Beveridge ha chiuso il webinar proponendo alcuni spunti di riflessione sul modo in cui i brand si dovranno ri-posizionare nei ‘nuovi mercati’ e come dovrà cambiare la loro comunicazione: “Parto ancora una volta dall’importanza di conoscere e comunicare con tutti gli stakeholder, perché da qui deriva la necessità di fare dell’engagement e della reputazione leve ancor più strategiche di quanto già non fossero, che vanno integrate fin dall’inizio in qualsiasi attività di planning aziendale”.

Bisognerà poi valutare come cambierà il paradigma della competizione, osserva poi Beveridge: “Si continuerà a puntare a essere la migliore azienda AL mondo? O non si cercherà piuttosto di diventare la migliore azienda PER il mondo? Nel discorso sulla Responsabilità d’impresa la prossima fase, quanto meno i prossimi 6-12 mesi, vedranno temi quali impatto sociale e creazione di valore assumere un ruolo centrale e prioritario, a scapito dell’ambiente che non sarà più dominante. Tutto questo avrà fortissime ripercussioni sui brand, sul loro posizionamenti e sulla loro comunicazione”.

Anche il ruolo degli Stati sembra essere radicalmente cambiato negli ultimi due mesi: “È cambiato e aumenterà ancora il livello del coinvolgimento del settore pubblico nel mondo del business – riflette Beveridge –. Il ruolo degli Stati resterà primario, nei mesi e probabilmente anche negli anni a venire, nel supportare l’economia e la coesione sociale, anche attraverso una sostanziale crescita delle partnership fra pubblico e privato: ciò cambierà a sua volta lo scenario competitivo, gli obiettivi, il linguaggio e la comunicazione.
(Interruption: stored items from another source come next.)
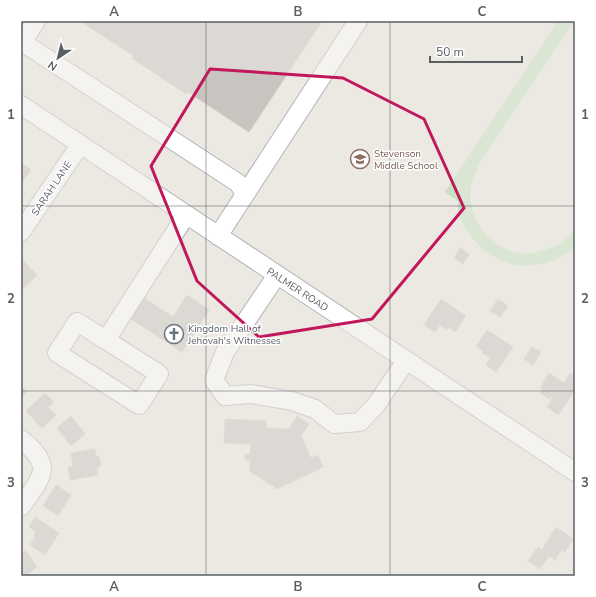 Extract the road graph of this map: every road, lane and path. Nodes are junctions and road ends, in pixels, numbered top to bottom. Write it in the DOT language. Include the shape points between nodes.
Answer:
graph roads {
  1 [pos="36,21"];
  2 [pos="358,21"];
  3 [pos="22,43"];
  4 [pos="21,105"];
  5 [pos="80,145"];
  6 [pos="244,195"];
  7 [pos="186,215"];
  8 [pos="21,232"];
  9 [pos="218,236"];
  10 [pos="277,275"];
  11 [pos="106,340"];
  12 [pos="406,361"];
  13 [pos="21,439"];
  14 [pos="575,472"];
  15 [pos="21,507"];
  1 -- 3 [label="street"];
  2 -- 6 [label="street"];
  3 -- 6 [label="street" via="238,184"];
  4 -- 5 [label="street, PALMER ROAD"];
  5 -- 7 [label="street, PALMER ROAD"];
  5 -- 8 [label="street, SARAH LANE"];
  6 -- 9 [label="street"];
  7 -- 9 [label="street, PALMER ROAD"];
  7 -- 11 [label="street"];
  9 -- 10 [label="street, PALMER ROAD"];
  10 -- 12 [label="street, PALMER ROAD"];
  10 -- 12 [label="street" via="225,352 214,380 225,396 251,394 292,401 315,409 334,424 360,422 376,405"];
  11 -- 11 [label="street" via="159,374 139,405 57,352 77,322"];
  12 -- 14 [label="street, PALMER ROAD"];
  13 -- 15 [label="street" via="38,454 42,467 38,481"];
} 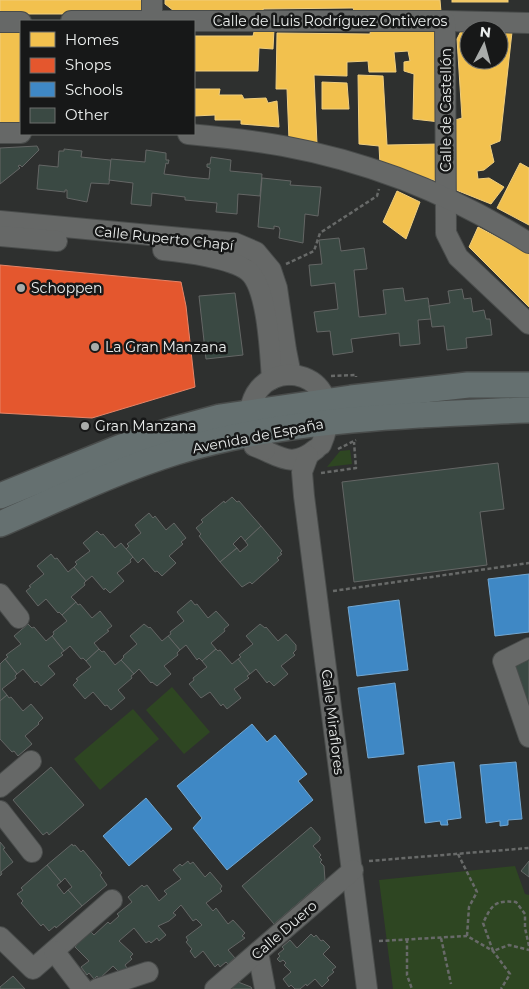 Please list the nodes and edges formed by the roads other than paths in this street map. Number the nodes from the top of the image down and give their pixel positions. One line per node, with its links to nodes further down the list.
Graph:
1 (152, 0): 2 (street)
2 (152, 20)
3 (195, 21): 4 (street, Calle de Luis Rodríguez Ontiveros)
4 (445, 21): 7 (street, Calle de Luis Rodríguez Ontiveros); 11 (street, Calle de Castellón)
5 (0, 22): 6 (street)
6 (20, 22)
7 (529, 23)
8 (0, 133): 9 (street)
9 (20, 133)
10 (195, 135): 11 (street)
11 (447, 198): 14 (street); 15 (street, Calle de Castellón)
12 (0, 221): 16 (street, Calle Ruperto Chapí)
13 (0, 236): 16 (street, Calle Ruperto Chapí)
14 (529, 243)
15 (529, 324)
16 (282, 377): 19 (street); 20 (street)
17 (529, 385): 19 (main road, Avenida de España)
18 (529, 410): 19 (main road, Avenida de España)
19 (332, 421): 20 (main road, Avenida de España); 20 (street); 22 (street, Calle Miraflores)
20 (250, 430): 21 (main road, Avenida de España); 22 (street); 23 (main road, Avenida de España)
21 (0, 496)
22 (304, 496): 32 (street, Calle Miraflores)
23 (0, 524)
24 (0, 594): 25 (street)
25 (19, 618)
26 (529, 648): 27 (street)
27 (529, 737)
28 (31, 761): 29 (street)
29 (0, 787)
30 (0, 811): 31 (street)
31 (32, 852)
32 (352, 866): 36 (street, Calle Duero); 42 (street, Calle Miraflores)
33 (112, 900): 35 (street)
34 (0, 937): 35 (street)
35 (54, 951): 38 (street)
36 (258, 952): 40 (street, Calle Duero); 41 (street)
37 (148, 972): 39 (street)
38 (83, 989)
39 (97, 989)
40 (215, 989)
41 (265, 989)
42 (367, 989) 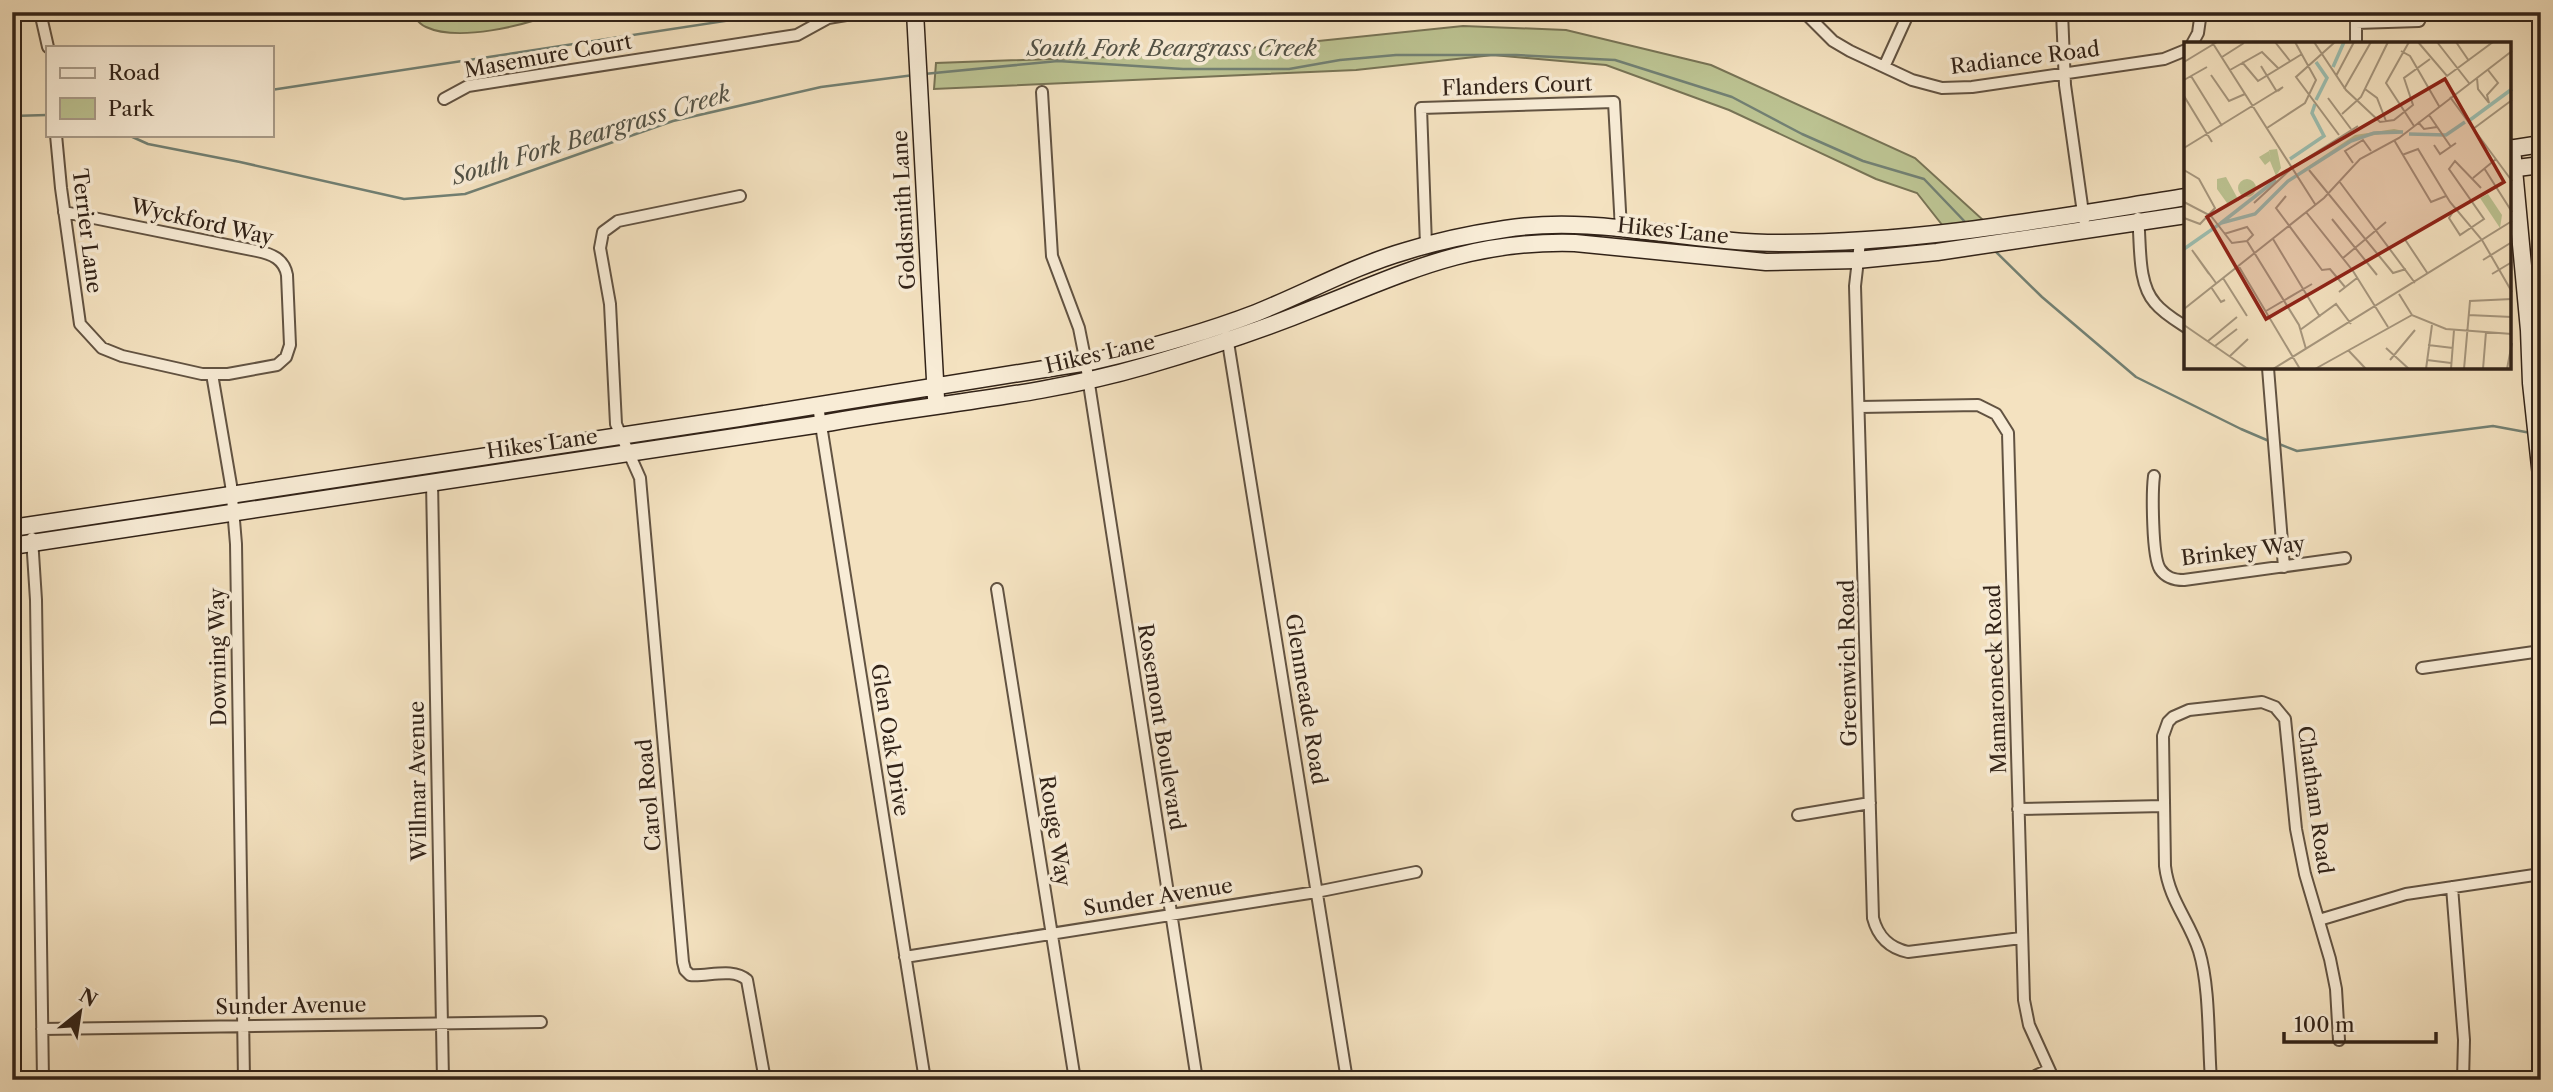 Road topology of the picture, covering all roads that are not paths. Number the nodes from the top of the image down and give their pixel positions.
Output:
1 (40, 12) edge
2 (864, 12) edge
3 (915, 12) edge
4 (1804, 12) edge
5 (1909, 12) edge
6 (2062, 12) edge
7 (2201, 12) edge
8 (2423, 12) edge
9 (2356, 18) edge
10 (2193, 42) edge
11 (2356, 42) edge
12 (48, 46) edge
13 (2184, 51) edge
14 (1884, 67) junction
15 (2065, 73) junction
16 (1042, 92) dead end
17 (444, 99) dead end
18 (56, 136) edge
19 (2541, 144) edge
20 (2511, 149) edge
21 (2541, 165) edge
22 (2512, 169) edge
23 (740, 196) dead end
24 (2184, 197) edge
25 (2136, 205) junction
26 (64, 212) junction
27 (2083, 213) junction
28 (2184, 215) edge
29 (2138, 223) junction
30 (1621, 229) junction
31 (2085, 229) junction
32 (1860, 242) junction
33 (1426, 245) junction
34 (1857, 260) junction
35 (1224, 324) junction
36 (2184, 326) edge
37 (1228, 341) junction
38 (1086, 362) junction
39 (2268, 369) edge
40 (2536, 370) edge
41 (212, 374) junction
42 (1087, 380) junction
43 (935, 387) junction
44 (936, 404) junction
45 (818, 406) junction
46 (1860, 407) junction
47 (821, 425) junction
48 (622, 435) junction
49 (630, 452) junction
50 (2154, 476) dead end
51 (2541, 476) edge
52 (432, 482) junction
53 (232, 494) junction
54 (233, 512) junction
55 (29, 526) junction
56 (12, 528) edge
57 (33, 543) junction
58 (12, 546) edge
59 (2345, 558) dead end
60 (2284, 567) junction
61 (997, 589) dead end
62 (2541, 651) edge
63 (2422, 668) dead end
64 (1870, 803) junction
65 (2164, 806) junction
66 (2018, 809) junction
67 (1798, 815) dead end
68 (1416, 872) dead end
69 (2541, 874) edge
70 (2452, 887) junction
71 (1316, 892) junction
72 (1171, 914) junction
73 (2319, 920) junction
74 (1052, 934) junction
75 (2021, 938) junction
76 (905, 957) junction
77 (541, 1022) dead end
78 (442, 1023) junction
79 (243, 1026) junction
80 (42, 1030) junction
81 (2339, 1040) dead end
82 (2051, 1075) edge
83 (43, 1080) edge
84 (244, 1080) edge
85 (443, 1080) edge
86 (765, 1080) edge
87 (925, 1080) edge
88 (1075, 1080) edge
89 (1197, 1080) edge
90 (1347, 1080) edge
91 (2027, 1080) edge
92 (2211, 1080) edge
93 (2463, 1080) edge

1 - 12 street
2 - 17 street, Masemure Court
3 - 43 main road, Goldsmith Lane
4 - 14 street, Radiance Road
5 - 14 street
6 - 15 street
7 - 10 street
8 - 9 street
9 - 11 street
13 - 15 street, Radiance Road
14 - 15 street, Radiance Road
15 - 27 street
16 - 38 street, Rosemont Boulevard
18 - 26 street, Terrier Lane
19 - 20 main road
20 - 22 main road
21 - 22 main road
22 - 40 main road
23 - 48 street
24 - 25 main road, Hikes Lane
25 - 27 main road, Hikes Lane
25 - 29 street
26 - 41 street, Terrier Lane
26 - 41 street, Wyckford Way
27 - 31 street
27 - 32 main road, Hikes Lane
28 - 29 main road, Hikes Lane
29 - 31 main road, Hikes Lane
29 - 36 street
30 - 32 main road, Hikes Lane
30 - 33 main road, Hikes Lane
30 - 33 street, Flanders Court
31 - 34 main road, Hikes Lane
32 - 34 street, Greenwich Road
33 - 35 main road, Hikes Lane
34 - 37 main road, Hikes Lane
34 - 46 street, Greenwich Road
35 - 37 street, Glenmeade Road
35 - 38 main road, Hikes Lane
37 - 42 main road, Hikes Lane
37 - 71 street, Glenmeade Road
38 - 42 street, Rosemont Boulevard
38 - 43 main road, Hikes Lane
39 - 60 street
40 - 51 main road
41 - 53 street, Downing Way
42 - 44 main road, Hikes Lane
42 - 72 street, Rosemont Boulevard
43 - 44 main road, Goldsmith Lane
43 - 45 main road, Hikes Lane
44 - 47 main road, Hikes Lane
45 - 47 street, Glen Oak Drive
45 - 48 main road, Hikes Lane
46 - 64 street, Greenwich Road
46 - 66 street, Mamaroneck Road
47 - 49 main road, Hikes Lane
47 - 76 street, Glen Oak Drive
48 - 49 street
48 - 53 main road, Hikes Lane
49 - 52 main road, Hikes Lane
49 - 86 street, Carol Road
50 - 60 street, Brinkey Way
52 - 54 main road, Hikes Lane
52 - 78 street, Willmar Avenue
53 - 54 street, Downing Way
53 - 55 main road, Hikes Lane
54 - 57 main road, Hikes Lane
54 - 79 street, Downing Way
55 - 56 main road, Hikes Lane
55 - 57 street
57 - 58 main road, Hikes Lane
57 - 80 street
59 - 60 street, Brinkey Way
61 - 74 street, Rouge Way
62 - 63 street
64 - 67 street
64 - 75 street, Greenwich Road
65 - 66 street
65 - 73 street, Chatham Road
65 - 92 street, Chatham Road
66 - 75 street, Mamaroneck Road
68 - 71 street, Sunder Avenue
69 - 70 street
70 - 73 street
70 - 93 street
71 - 72 street, Sunder Avenue
71 - 90 street, Glenmeade Road
72 - 74 street, Sunder Avenue
72 - 89 street, Rosemont Boulevard
73 - 81 street, Chatham Road
74 - 76 street, Sunder Avenue
74 - 88 street, Rouge Way
75 - 82 street, Mamaroneck Road
76 - 87 street, Glen Oak Drive
77 - 78 street, Sunder Avenue
78 - 79 street, Sunder Avenue
78 - 85 street, Willmar Avenue
79 - 80 street, Sunder Avenue
79 - 84 street, Downing Way
80 - 83 street
82 - 91 street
Un’ulteriore conseguenza del fenomeno riguarderà la necessità per ogni azienda e ogni brand di darsi, qualora non l’abbia già, un ‘purpose’ preciso e definito: quali benefit sapranno portare alla società in termini di valore aggiunto, al di là del mero profitto. Per questo credo sarà opportuno e forse necessario ri-valutare e modificare molte delle attuali ‘brand platform’ affinché continuino a essere rilevanti e appropriate nel nuovo contesto”.

L’ultima considerazione riguarda il tempo: “È un’incognita che non sarà semplice risolvere e che varierà da brand a brand e da aazienda ad azienda: bisogna reagire velocemente ma non troppo, non avere troppa fretta ma neanche aspettare troppo a lungo…Credo sia chiaro alla maggior parte di noi che stiamo percorrendo una strada lunga e piena di ostacoli e che la competizione sarà durissima: detto questo, però, ribadisco che per la prima volta stiamo facendo tutti insieme lo stesso percorso, un’esperienza unica e nuova che lascia spazio all’ottimismo”.